I hope that helps answer your questions


----------



## rhirhi (Apr 14, 2013)

I just checked the immigration website and from what i can see it looks like you would be applying for the 919....Perhaps you call under another category depending on the length of time you have been studying in Australia. Who informed you to apply for the 309?


----------



## SAgirl (May 23, 2013)

Hi Rhirhi,

Thank you for the details.
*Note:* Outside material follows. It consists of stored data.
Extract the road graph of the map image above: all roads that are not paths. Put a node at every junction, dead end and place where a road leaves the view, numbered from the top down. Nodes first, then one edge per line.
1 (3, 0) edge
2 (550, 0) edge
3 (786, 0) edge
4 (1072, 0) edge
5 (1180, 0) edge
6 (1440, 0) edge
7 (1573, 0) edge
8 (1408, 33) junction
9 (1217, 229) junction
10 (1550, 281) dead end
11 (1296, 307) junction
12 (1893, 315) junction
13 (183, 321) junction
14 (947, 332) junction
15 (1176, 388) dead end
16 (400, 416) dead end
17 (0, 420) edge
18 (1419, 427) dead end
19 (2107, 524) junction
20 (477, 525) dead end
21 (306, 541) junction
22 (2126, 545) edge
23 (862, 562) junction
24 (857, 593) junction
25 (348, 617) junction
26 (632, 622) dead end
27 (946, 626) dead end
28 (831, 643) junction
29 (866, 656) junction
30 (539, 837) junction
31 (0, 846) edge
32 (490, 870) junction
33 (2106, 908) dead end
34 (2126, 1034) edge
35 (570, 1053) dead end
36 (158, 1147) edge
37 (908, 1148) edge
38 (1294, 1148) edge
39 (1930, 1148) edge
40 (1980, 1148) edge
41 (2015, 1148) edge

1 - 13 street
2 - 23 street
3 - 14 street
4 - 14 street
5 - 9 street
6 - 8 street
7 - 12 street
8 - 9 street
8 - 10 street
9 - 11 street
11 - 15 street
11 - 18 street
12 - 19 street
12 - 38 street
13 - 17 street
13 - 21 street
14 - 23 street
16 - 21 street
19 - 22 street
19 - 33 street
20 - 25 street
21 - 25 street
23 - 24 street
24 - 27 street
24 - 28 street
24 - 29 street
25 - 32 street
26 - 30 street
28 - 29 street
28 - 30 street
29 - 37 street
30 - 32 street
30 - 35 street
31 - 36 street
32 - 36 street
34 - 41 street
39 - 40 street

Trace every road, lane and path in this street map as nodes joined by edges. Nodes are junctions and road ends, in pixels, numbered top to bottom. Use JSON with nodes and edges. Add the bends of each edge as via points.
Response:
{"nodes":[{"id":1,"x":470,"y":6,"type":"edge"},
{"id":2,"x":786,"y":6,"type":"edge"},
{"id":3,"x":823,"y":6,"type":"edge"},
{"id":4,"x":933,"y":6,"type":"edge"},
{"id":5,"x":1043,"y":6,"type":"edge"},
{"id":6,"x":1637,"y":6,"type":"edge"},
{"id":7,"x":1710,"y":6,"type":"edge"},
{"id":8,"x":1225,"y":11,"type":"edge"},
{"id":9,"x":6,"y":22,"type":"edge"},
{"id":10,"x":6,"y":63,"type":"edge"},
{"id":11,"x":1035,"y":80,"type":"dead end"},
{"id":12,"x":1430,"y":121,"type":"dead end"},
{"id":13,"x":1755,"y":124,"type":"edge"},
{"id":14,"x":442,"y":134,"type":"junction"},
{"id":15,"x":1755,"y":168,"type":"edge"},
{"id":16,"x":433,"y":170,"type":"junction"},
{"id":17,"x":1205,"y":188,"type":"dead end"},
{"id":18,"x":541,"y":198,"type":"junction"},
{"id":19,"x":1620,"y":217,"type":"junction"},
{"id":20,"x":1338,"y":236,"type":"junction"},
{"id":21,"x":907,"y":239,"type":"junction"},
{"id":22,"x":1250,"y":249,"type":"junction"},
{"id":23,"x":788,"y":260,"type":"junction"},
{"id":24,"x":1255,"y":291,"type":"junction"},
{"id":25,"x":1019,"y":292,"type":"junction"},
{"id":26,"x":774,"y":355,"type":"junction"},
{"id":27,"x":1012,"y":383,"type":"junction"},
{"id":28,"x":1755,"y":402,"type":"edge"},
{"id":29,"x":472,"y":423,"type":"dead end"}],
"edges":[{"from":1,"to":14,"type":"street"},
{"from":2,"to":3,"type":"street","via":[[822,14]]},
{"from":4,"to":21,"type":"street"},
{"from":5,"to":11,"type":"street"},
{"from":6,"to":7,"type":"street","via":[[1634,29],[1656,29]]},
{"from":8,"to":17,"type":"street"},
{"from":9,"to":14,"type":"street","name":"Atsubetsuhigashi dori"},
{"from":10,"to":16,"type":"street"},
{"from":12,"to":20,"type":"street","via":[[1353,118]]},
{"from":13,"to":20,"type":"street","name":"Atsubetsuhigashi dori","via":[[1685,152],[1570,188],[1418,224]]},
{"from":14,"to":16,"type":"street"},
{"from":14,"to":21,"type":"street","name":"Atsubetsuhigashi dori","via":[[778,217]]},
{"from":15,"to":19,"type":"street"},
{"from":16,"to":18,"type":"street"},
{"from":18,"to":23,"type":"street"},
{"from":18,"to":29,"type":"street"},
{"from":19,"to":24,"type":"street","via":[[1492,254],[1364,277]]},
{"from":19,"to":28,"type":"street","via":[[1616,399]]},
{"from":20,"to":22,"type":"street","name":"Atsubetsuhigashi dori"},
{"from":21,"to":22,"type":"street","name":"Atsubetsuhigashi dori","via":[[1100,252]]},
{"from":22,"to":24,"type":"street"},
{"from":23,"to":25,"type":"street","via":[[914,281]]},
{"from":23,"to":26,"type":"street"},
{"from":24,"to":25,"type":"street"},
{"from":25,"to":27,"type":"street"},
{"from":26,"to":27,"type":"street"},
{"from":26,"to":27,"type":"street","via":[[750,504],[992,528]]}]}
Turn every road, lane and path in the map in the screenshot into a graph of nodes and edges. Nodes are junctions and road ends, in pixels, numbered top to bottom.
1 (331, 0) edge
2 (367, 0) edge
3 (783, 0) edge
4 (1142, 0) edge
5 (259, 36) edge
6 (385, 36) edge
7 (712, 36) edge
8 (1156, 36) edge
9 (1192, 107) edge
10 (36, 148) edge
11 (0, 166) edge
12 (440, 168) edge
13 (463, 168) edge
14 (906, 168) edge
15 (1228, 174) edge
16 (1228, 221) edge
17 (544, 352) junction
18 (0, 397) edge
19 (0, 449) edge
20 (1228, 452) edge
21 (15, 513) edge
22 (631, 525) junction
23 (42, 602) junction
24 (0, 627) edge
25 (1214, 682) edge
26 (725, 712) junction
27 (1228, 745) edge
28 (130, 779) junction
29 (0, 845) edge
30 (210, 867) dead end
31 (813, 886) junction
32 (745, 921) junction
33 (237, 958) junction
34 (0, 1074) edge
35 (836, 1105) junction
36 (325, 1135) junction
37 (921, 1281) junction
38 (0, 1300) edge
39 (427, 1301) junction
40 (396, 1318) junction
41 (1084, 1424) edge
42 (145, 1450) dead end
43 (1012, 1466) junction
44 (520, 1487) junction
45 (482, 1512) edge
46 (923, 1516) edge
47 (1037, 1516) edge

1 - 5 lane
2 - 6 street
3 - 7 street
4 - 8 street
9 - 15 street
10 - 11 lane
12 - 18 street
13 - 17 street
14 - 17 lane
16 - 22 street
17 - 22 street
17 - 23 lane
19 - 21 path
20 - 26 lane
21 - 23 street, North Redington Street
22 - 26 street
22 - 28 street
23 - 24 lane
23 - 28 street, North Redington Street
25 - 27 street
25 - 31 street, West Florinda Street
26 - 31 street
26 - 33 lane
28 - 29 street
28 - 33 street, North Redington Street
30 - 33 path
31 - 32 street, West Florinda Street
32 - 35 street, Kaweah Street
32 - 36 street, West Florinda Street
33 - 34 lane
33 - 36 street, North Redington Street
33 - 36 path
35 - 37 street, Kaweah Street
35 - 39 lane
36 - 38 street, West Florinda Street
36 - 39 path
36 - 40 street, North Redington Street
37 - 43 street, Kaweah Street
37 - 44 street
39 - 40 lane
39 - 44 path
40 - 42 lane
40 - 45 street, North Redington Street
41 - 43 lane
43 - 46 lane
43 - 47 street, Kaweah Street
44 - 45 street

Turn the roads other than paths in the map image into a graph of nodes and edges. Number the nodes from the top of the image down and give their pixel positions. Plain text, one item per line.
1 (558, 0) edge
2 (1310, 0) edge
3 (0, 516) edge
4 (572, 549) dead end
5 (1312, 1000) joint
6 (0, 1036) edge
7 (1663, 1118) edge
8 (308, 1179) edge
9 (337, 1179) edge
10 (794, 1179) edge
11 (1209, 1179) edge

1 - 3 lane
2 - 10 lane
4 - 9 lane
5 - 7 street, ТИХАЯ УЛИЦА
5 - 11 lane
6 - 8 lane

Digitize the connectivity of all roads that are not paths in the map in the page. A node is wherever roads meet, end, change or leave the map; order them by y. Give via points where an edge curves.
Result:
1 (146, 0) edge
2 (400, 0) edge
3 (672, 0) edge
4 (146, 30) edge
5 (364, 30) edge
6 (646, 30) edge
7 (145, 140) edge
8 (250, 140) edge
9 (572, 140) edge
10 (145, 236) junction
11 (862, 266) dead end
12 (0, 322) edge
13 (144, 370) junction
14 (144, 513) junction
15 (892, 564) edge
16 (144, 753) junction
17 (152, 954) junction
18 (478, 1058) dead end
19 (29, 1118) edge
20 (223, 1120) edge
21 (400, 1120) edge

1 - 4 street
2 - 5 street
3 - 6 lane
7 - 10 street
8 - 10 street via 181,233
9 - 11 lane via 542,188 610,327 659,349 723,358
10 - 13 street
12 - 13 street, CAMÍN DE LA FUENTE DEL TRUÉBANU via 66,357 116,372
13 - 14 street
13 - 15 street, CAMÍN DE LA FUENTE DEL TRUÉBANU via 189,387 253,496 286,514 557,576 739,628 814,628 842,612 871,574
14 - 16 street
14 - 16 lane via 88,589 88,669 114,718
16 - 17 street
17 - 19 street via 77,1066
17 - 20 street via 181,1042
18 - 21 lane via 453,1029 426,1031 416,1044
I am a Permanenet resident and that is why my husband will be applying for visa 309 and 100

I am having income statements for the past 2 years (my scholarship payslips - from April 2011- May 2013) and I will have income until April 2014. 

I cant assure any job until I finish my PhD and so my income after April 2014 is a BIG QUESTION mark at the momemnt  I am confident that I will get a job once I graduate from PhD but for now I cant say anything 

Will this affect my husband's visa application? 

Thanks again.


----------



## Lindaa (Sep 24, 2012)

SAgirl said:


> Hi Rhirhi,
> 
> Thank you for the details. I am a Permanenet resident and that is why my husband will be applying for visa 309 and 100
> 
> ...


As long as you have an income at the time of application, and clearly show how you plan to support your partner (apartment to live in, maybe some savings etc.) I don't think this should be a big problem.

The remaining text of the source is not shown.